**What the task requires**
For every line in the entries that contains "Leśna", show the whole line.

**The data**
════════════════════

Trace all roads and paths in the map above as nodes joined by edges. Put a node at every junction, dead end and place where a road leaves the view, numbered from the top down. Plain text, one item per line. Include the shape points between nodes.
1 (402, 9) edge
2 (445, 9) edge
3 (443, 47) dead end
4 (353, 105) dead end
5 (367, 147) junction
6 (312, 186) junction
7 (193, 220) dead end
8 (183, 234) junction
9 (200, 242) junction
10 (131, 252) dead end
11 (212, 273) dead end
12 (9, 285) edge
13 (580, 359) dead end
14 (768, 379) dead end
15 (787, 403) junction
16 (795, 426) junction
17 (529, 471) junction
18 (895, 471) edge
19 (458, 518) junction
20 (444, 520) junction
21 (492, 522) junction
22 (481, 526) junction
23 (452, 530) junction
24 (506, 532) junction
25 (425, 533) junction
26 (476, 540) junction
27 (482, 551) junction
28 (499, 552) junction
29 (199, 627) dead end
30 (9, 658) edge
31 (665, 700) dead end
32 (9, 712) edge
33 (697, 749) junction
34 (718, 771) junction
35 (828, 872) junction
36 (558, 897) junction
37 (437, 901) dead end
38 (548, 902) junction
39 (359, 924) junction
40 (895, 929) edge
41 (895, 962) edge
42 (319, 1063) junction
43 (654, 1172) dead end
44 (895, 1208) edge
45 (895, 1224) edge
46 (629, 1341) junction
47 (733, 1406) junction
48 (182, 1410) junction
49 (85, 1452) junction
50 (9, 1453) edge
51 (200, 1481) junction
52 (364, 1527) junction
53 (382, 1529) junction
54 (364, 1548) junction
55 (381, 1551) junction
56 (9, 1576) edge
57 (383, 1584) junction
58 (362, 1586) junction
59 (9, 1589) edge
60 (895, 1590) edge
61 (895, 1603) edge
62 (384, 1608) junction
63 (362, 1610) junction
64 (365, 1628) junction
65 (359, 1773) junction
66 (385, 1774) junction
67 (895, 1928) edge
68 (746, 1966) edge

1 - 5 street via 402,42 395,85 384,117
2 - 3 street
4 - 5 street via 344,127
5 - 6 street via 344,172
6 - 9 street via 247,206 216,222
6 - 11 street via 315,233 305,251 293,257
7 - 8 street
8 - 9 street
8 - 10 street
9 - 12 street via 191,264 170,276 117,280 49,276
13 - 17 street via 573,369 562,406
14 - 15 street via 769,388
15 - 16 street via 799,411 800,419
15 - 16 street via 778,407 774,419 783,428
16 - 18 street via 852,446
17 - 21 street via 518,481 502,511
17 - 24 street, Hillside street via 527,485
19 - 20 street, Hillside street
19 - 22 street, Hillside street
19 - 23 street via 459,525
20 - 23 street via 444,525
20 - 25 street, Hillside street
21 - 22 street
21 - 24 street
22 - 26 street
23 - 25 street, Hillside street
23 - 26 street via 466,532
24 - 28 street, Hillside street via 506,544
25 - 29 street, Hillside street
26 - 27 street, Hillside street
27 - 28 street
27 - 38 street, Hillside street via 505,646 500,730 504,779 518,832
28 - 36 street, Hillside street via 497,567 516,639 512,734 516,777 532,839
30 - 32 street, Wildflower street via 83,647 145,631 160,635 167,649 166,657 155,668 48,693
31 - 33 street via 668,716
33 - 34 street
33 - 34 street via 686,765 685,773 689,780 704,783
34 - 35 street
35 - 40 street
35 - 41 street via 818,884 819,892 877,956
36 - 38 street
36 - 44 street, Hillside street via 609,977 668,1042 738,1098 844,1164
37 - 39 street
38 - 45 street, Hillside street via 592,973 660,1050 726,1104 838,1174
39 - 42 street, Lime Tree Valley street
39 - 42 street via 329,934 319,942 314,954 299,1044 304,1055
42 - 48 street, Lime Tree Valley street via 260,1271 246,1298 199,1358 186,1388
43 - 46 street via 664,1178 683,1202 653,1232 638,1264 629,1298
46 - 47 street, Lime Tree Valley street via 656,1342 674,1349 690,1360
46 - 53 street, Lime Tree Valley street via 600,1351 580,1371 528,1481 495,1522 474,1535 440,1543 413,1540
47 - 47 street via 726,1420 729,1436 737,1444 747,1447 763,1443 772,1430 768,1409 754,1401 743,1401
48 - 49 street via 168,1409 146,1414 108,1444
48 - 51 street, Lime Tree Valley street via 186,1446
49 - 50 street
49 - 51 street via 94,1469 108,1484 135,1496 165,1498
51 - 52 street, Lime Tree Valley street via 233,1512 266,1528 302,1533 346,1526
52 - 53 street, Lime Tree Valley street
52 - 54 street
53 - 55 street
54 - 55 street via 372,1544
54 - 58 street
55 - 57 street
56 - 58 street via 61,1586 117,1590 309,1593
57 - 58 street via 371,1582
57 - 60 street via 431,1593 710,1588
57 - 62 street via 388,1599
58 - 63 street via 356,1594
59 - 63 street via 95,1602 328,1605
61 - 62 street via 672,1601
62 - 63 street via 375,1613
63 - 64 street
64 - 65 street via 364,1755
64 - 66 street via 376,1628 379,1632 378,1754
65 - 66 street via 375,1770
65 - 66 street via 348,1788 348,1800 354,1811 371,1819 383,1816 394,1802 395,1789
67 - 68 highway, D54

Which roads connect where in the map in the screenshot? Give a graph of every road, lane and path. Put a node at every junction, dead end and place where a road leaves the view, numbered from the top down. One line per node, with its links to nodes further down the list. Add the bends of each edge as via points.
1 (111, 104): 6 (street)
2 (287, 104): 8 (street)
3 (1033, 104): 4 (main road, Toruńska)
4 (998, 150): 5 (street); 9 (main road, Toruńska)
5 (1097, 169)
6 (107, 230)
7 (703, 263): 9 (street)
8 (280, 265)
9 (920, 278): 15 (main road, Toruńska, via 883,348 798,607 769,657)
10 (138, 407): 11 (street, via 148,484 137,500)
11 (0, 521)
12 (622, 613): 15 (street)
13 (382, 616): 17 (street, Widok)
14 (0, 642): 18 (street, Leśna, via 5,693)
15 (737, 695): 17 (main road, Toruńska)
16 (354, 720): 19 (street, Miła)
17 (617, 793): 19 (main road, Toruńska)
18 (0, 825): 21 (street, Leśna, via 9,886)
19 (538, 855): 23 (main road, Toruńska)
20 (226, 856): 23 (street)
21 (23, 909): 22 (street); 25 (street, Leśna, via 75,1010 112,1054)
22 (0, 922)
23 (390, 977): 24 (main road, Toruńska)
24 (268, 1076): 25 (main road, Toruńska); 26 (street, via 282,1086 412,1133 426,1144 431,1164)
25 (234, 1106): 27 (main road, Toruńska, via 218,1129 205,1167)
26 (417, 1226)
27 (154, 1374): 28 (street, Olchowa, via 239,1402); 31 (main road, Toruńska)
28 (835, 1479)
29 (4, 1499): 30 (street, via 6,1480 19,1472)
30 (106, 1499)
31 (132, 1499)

════════════════════

**Exercise output**
14 (0, 642): 18 (street, Leśna, via 5,693)
18 (0, 825): 21 (street, Leśna, via 9,886)
21 (23, 909): 22 (street); 25 (street, Leśna, via 75,1010 112,1054)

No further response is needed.